[Collected data]
+---+
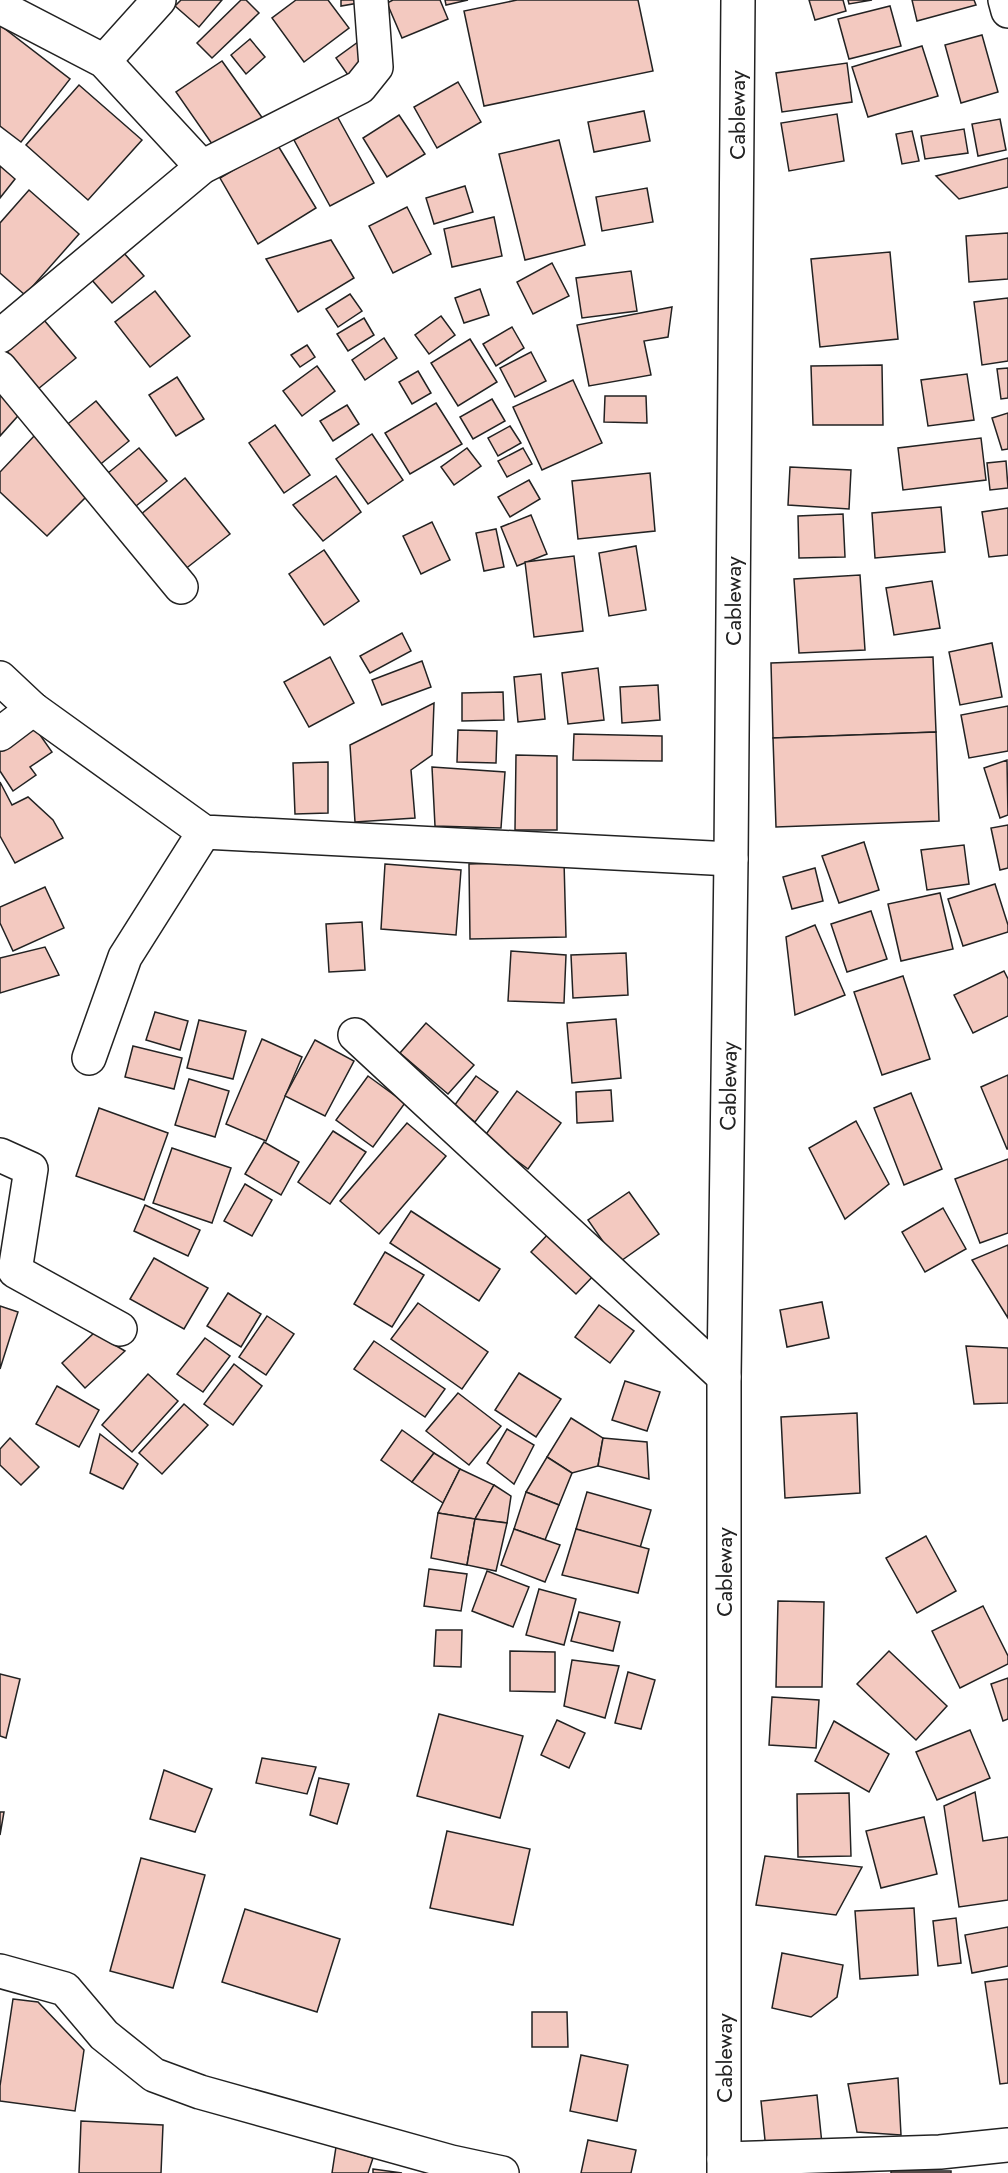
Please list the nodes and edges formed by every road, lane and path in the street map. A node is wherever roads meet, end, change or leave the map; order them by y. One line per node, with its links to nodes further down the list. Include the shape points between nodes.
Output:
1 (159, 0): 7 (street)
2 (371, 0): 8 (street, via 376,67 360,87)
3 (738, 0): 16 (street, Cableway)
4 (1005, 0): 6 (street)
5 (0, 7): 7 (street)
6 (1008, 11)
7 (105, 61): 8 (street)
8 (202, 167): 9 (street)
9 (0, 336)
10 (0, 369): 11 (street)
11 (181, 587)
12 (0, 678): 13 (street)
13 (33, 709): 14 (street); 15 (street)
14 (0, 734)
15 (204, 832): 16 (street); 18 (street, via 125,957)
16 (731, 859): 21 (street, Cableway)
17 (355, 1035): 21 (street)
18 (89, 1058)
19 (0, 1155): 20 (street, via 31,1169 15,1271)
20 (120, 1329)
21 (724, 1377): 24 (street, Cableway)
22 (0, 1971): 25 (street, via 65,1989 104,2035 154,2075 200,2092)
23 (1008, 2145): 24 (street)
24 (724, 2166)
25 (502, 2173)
+---+
• _Work request_:
Each entry should come back exactly as written, with its pictures omitted.

• _Solution_:
Please list the nodes and edges formed by every road, lane and path in the street map. A node is wherever roads meet, end, change or leave the map; order them by y. One line per node, with its links to nodes further down the list. Include the shape points between nodes.
Output:
1 (159, 0): 7 (street)
2 (371, 0): 8 (street, via 376,67 360,87)
3 (738, 0): 16 (street, Cableway)
4 (1005, 0): 6 (street)
5 (0, 7): 7 (street)
6 (1008, 11)
7 (105, 61): 8 (street)
8 (202, 167): 9 (street)
9 (0, 336)
10 (0, 369): 11 (street)
11 (181, 587)
12 (0, 678): 13 (street)
13 (33, 709): 14 (street); 15 (street)
14 (0, 734)
15 (204, 832): 16 (street); 18 (street, via 125,957)
16 (731, 859): 21 (street, Cableway)
17 (355, 1035): 21 (street)
18 (89, 1058)
19 (0, 1155): 20 (street, via 31,1169 15,1271)
20 (120, 1329)
21 (724, 1377): 24 (street, Cableway)
22 (0, 1971): 25 (street, via 65,1989 104,2035 154,2075 200,2092)
23 (1008, 2145): 24 (street)
24 (724, 2166)
25 (502, 2173)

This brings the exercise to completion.